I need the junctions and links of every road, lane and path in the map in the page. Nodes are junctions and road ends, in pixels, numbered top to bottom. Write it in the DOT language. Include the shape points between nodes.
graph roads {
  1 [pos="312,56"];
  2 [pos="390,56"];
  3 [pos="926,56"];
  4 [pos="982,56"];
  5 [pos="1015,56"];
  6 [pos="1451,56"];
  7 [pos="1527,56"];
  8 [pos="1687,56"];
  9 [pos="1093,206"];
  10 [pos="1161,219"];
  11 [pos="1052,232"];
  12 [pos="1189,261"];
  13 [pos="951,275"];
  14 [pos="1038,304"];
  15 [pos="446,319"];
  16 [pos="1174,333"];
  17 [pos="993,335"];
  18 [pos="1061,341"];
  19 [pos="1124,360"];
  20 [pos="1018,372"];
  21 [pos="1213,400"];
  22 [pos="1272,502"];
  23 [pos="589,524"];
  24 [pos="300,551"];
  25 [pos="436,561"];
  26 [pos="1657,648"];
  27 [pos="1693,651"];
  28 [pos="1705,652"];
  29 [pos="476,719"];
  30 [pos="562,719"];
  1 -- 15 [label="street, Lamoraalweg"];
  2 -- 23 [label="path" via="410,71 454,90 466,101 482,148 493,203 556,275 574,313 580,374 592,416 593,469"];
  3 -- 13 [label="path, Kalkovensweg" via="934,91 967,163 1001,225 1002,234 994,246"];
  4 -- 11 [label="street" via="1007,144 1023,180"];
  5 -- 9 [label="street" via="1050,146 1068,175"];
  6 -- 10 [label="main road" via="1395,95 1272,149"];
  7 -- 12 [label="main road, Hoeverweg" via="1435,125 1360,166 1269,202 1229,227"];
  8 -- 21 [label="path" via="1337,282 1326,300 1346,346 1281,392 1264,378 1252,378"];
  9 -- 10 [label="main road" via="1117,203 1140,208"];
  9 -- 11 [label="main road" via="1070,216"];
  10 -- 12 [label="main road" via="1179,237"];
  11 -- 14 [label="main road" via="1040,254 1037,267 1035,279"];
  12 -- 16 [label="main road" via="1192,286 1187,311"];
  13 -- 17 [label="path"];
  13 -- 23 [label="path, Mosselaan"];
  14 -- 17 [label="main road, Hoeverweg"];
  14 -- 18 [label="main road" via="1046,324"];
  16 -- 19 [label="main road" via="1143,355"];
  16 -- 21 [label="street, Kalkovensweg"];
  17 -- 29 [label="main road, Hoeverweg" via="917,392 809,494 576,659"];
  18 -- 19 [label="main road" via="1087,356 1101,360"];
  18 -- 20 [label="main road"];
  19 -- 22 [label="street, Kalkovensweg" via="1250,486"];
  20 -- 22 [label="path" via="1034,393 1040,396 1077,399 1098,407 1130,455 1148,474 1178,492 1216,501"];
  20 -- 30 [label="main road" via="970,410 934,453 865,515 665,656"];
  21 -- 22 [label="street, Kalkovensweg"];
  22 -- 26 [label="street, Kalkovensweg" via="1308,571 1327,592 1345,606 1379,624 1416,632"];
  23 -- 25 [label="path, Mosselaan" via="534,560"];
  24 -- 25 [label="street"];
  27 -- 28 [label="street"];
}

^^^^^^^^

Considering only the data above, return the lines in which "path" occurs.

I need the junctions and links of every road, lane and path in the map in the page. Nodes are junctions and road ends, in pixels, numbered top to bottom. Write it in the DOT language. Include the shape points between nodes.
  2 -- 23 [label="path" via="410,71 454,90 466,101 482,148 493,203 556,275 574,313 580,374 592,416 593,469"];
  3 -- 13 [label="path, Kalkovensweg" via="934,91 967,163 1001,225 1002,234 994,246"];
  8 -- 21 [label="path" via="1337,282 1326,300 1346,346 1281,392 1264,378 1252,378"];
  13 -- 17 [label="path"];
  13 -- 23 [label="path, Mosselaan"];
  20 -- 22 [label="path" via="1034,393 1040,396 1077,399 1098,407 1130,455 1148,474 1178,492 1216,501"];
  23 -- 25 [label="path, Mosselaan" via="534,560"];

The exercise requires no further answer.